On 2 May 2023, the Supreme Court of Nepal, in the case of Adheep Pokhrel v. Ministry of Home Affairs, reinforced the rights to life, equality, dignity, integrity, and privacy of all spouses applying those rights outlined in the Yogyakarta Principles (YPs) and Yogyakarta Principles plus 10 (YPs+10). The ruling drew on the Court’s previous 2017 decision (Panta v. Ministry of Home Affairs) and held that the denial of a non-immigrant visa to a foreign same-sex spouse was inconsistent with the Constitution and national law. The decision recognises the growing adoption of the term ‘sexual orientation and gender identity and expression and sex characteristics’ (SOGIESC).
The YPs are 29 guiding principles that apply international human rights law to issues related to sexual orientation and gender identity (SOGI), which were developed in 2006 by a group of human rights experts in Yogyakarta, Indonesia. The YPs+10 were adopted 10 years later, in recognition of the significant intersection of developments in international human rights law with the emerging understanding of violations suffered by persons on grounds of SOGI, and the recognition of the distinct and intersectional grounds of gender expression and sex characteristics.

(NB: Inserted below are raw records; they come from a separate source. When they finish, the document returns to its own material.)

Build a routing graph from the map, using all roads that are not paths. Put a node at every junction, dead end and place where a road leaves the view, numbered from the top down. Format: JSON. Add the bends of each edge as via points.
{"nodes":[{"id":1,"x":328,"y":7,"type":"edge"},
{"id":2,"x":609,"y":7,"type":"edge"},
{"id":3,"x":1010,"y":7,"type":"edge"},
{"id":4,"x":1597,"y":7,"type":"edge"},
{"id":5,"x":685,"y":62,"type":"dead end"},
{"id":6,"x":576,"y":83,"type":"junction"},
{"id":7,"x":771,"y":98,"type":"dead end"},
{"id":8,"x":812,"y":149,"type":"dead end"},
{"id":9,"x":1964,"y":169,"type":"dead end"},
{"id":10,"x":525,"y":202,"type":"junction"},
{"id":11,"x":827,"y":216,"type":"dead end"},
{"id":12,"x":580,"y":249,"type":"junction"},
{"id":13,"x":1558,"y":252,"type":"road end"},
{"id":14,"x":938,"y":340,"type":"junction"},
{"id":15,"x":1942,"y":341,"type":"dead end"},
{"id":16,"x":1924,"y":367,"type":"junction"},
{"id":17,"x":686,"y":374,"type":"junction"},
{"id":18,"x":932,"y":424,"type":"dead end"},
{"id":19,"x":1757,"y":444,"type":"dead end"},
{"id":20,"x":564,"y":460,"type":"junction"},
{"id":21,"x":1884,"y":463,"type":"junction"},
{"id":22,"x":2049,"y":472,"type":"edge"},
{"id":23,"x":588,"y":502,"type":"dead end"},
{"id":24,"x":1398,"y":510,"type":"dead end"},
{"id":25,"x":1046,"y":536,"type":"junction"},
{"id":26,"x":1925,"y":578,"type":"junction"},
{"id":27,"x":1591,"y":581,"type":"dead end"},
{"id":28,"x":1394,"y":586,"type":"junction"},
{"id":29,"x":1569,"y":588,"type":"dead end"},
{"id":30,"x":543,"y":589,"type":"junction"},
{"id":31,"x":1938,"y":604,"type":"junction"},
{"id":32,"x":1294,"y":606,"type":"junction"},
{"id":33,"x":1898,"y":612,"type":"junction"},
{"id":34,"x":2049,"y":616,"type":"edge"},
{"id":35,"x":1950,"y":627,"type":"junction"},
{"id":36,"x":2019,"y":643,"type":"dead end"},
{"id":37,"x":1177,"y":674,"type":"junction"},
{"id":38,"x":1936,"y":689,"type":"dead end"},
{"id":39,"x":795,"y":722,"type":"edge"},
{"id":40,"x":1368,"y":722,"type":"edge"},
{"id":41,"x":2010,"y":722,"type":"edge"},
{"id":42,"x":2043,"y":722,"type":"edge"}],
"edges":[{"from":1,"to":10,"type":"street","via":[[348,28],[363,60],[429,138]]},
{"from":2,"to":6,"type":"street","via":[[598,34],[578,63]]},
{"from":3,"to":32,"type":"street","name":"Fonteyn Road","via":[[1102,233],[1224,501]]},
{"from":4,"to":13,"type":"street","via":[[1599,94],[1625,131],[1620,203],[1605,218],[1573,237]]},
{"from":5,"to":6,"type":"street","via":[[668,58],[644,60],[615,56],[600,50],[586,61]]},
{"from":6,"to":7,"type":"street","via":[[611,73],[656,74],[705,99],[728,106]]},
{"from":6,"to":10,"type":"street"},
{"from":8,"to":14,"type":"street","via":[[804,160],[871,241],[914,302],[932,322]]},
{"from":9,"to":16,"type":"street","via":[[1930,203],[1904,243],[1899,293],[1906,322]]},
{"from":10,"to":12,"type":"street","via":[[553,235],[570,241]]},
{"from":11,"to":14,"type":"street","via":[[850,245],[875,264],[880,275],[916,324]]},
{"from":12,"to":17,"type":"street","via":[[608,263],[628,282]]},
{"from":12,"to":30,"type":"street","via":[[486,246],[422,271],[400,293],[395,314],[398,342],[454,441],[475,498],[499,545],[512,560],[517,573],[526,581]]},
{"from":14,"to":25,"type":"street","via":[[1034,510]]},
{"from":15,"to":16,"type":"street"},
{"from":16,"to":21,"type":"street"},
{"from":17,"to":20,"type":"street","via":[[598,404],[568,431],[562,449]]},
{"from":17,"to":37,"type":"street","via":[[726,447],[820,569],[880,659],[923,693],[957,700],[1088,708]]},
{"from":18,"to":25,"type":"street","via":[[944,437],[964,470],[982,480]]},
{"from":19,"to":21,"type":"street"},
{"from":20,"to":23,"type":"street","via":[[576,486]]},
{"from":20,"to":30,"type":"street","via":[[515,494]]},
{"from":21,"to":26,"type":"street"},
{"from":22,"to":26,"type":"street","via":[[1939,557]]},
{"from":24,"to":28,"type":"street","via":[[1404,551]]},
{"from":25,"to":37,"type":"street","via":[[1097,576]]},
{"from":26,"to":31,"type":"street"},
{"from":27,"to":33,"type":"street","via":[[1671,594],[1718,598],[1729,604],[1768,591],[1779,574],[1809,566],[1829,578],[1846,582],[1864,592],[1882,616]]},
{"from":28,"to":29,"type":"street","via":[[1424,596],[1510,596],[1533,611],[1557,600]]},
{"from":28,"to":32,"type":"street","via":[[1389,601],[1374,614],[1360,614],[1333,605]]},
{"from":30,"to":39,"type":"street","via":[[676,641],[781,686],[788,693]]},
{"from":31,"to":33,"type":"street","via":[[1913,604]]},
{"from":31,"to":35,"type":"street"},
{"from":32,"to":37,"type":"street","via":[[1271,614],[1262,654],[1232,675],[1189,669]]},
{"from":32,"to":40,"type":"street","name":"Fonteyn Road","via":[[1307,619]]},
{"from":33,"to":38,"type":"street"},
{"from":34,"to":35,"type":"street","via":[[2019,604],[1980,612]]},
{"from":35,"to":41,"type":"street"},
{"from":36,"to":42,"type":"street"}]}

The application of the YPs and YPs+10 at the national level relies on national implementation, sensitisation, support from decision-makers, and continued innovation by civil society. Nepal’s judicial system has been a key player in applying the YPs and YPs+10. Defenders of the rights of LGBTIQ+ people have contributed to this by strategically and repeatedly intervening litigiously, relying on the YPs in their legal arguments, supporting and building on the 2007 decision (Pant v. Nepal). Additionally, youth LGBTIQ+ defenders have adopted innovative approaches including the use of YPs and YPs+10 in advocacy strategies, such as in Nepal’s first pride parade and developing resources for SOGIESC-related terminology in multiple national languages. Meanwhile, policymakers have relied on this judgment to create space for sexual and gender minorities in the national budget. We note however that the Supreme Court’s directive and the associated Committee’s subsequent recommendation to recognise same-sex relationships has yet to be acted upon after 16 years.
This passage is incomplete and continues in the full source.